▶ **The problem**:
Where the string "edges" appears in a line of the data, show that line.

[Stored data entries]
BEGIN

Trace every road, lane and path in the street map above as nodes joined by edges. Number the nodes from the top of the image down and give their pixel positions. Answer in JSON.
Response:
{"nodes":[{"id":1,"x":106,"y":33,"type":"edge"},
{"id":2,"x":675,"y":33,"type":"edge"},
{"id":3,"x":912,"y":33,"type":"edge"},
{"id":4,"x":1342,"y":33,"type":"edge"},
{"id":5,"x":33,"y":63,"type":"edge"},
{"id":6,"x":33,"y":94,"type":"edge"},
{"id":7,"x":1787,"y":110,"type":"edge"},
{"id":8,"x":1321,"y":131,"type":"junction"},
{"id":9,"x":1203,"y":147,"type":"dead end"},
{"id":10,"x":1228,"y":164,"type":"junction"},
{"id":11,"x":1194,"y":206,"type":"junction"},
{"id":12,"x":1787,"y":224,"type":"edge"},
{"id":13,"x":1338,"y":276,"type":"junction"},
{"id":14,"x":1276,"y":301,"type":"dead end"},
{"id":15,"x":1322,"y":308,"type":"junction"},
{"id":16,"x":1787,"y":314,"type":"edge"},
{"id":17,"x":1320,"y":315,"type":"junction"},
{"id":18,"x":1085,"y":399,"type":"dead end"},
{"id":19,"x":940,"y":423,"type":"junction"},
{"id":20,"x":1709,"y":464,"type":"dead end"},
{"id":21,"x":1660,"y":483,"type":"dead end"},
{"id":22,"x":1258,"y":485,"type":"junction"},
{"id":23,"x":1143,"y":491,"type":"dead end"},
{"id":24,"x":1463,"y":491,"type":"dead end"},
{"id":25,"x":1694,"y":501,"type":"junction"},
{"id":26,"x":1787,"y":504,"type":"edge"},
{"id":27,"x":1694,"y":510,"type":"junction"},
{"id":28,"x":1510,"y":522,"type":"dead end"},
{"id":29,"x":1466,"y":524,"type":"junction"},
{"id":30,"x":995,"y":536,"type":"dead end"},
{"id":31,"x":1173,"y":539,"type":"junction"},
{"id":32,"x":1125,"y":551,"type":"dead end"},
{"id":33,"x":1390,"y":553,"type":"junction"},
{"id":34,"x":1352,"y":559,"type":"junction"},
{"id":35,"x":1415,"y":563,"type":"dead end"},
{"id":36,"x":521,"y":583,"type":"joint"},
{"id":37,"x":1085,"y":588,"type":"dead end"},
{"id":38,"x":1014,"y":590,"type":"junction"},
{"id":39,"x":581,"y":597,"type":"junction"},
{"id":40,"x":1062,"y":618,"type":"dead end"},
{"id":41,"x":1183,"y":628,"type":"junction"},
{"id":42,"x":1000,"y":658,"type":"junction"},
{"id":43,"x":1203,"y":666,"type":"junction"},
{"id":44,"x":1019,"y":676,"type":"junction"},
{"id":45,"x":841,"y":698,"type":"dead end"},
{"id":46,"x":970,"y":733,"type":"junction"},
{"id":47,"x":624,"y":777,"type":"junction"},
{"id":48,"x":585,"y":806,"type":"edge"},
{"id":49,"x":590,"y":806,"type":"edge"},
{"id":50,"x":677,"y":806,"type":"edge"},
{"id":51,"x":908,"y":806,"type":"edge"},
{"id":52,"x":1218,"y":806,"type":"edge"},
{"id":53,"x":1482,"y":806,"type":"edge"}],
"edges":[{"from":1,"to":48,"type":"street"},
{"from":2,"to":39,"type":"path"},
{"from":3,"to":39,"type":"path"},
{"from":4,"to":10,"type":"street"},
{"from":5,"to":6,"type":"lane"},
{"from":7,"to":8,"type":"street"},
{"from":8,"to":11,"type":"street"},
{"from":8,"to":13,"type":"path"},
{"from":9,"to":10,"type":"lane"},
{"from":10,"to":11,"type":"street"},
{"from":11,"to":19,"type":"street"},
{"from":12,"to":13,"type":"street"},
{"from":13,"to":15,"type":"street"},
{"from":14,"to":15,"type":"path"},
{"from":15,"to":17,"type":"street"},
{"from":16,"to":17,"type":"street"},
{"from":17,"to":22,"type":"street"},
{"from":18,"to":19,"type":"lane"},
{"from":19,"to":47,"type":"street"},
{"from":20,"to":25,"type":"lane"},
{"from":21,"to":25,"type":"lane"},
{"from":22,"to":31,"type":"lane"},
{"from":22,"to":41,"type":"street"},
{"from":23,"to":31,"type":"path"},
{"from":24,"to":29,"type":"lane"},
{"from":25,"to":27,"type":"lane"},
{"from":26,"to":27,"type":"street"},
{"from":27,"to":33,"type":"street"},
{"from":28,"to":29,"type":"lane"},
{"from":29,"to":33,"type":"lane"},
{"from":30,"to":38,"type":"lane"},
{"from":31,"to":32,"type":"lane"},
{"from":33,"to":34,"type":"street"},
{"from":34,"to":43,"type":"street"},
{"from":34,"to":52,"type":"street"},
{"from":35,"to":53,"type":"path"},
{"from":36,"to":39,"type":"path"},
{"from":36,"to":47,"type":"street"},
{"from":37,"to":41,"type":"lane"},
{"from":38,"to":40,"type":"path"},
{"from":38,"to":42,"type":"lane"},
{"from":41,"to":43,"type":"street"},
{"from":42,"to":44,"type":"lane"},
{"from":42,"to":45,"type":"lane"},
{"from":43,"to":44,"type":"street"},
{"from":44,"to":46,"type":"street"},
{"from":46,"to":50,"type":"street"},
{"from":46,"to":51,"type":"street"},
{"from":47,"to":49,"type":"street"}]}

END

▶ **Finished task**:
Trace every road, lane and path in the street map above as nodes joined by edges. Number the nodes from the top of the image down and give their pixel positions. Answer in JSON.
"edges":[{"from":1,"to":48,"type":"street"},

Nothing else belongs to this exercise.